The Arab world sees the World Cup as a chance to compete with the West as an equal. The question of what should be taken and what should be forgone from the West has been engaging Arab and Muslim thinkers for centuries
“This is the first time they’re coming to an Arab state without condescension, without feelings of supremacy. Suddenly they see Arabs as equals. This is the greatest pilgrimage to an Arab state outside the hajj,” Amin Khableh writes on Al Jazeera’s website.
A video on social media shows an entire Brazilian family that converted to Islam after its first experience with Qatar. Several other clips show young Western women receiving help from Qatari women when putting on the hijab they bought as a souvenir.
“Suddenly they heard the muezzin, they now know the Arab kaffiyeh and they’re thronging to the mosques to see the prayers,” a commentator writes on a Saudi site. In those videos, the muezzin can be heard calling the faithful to prayer, as masses of fans watch the worshippers with amazement.
“The muezzin’s voice enters the heart before it enters the ears,” a Qatari journalist writes.
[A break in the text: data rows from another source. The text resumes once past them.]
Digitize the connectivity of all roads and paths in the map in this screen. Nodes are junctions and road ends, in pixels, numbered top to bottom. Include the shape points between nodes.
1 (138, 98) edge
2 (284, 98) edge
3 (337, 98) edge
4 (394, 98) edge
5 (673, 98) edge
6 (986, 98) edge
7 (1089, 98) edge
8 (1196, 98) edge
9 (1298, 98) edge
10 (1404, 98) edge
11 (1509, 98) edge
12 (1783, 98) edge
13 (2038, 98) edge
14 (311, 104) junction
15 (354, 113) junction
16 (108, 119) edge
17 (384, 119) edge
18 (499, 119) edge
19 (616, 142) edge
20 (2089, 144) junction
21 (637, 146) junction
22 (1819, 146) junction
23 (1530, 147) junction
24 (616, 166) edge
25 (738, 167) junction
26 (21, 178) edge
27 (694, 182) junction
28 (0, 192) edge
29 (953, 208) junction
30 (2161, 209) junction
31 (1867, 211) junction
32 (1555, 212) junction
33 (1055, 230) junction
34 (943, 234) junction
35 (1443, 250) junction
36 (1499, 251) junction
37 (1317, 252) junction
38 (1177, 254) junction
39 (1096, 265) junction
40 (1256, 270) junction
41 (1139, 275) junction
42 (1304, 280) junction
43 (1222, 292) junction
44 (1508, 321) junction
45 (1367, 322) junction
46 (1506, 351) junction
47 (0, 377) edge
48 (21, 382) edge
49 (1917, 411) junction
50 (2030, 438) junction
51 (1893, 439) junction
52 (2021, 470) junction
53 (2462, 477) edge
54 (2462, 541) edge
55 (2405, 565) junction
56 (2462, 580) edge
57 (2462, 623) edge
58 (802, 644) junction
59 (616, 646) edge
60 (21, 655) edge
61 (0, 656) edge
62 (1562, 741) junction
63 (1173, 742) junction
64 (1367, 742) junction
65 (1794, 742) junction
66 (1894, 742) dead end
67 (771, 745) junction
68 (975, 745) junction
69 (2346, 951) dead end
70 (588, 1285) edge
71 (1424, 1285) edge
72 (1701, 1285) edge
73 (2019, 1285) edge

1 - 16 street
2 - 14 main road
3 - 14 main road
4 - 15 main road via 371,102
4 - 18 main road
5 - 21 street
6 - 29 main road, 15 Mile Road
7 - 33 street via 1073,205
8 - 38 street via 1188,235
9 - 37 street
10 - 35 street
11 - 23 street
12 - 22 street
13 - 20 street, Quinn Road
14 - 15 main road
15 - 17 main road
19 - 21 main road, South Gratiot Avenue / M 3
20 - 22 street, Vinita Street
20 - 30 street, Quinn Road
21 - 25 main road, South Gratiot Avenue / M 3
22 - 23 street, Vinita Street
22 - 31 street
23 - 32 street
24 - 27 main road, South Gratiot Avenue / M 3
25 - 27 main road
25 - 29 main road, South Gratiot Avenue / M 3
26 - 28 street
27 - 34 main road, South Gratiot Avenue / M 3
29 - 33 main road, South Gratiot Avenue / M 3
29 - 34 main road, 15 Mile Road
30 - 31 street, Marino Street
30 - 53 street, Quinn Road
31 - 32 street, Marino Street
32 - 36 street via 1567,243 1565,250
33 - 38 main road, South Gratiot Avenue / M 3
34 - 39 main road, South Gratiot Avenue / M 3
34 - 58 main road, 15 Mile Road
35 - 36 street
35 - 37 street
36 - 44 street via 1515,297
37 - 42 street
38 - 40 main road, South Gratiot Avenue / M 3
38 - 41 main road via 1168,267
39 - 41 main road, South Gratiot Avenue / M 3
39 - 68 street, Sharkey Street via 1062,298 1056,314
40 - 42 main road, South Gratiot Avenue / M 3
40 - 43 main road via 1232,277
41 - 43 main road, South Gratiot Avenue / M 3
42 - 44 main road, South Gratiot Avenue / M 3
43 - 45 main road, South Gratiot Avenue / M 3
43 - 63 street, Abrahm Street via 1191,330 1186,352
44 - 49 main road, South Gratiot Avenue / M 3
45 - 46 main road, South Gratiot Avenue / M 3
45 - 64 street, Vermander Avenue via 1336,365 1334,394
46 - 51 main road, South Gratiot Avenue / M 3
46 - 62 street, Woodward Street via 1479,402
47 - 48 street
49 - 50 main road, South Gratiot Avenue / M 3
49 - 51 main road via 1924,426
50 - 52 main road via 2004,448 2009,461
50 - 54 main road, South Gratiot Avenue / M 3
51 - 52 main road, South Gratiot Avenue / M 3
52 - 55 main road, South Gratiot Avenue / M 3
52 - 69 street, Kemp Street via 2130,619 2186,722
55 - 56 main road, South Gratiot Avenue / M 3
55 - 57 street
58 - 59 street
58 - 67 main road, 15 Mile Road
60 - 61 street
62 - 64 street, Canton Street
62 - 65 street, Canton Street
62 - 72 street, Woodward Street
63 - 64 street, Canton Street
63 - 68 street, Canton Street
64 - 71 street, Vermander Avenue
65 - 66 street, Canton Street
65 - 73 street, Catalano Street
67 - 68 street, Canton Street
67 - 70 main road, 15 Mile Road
Dozens of carefully chosen clips show Western fans and players full of praise for the reception they received, the order and of course the overall splendor of the World Cup in Qatar.
What happens on the soccer field is important, but the “new Arab’s” image is clearly Qatar’s main achievement.
“Clearly in the World Cup, 28 days when East and West meet on Arab soil, you can’t erase the image instilled in the West for decades, one that deepened after the attacks on the United States on September 11, 2001,” Khableh writes.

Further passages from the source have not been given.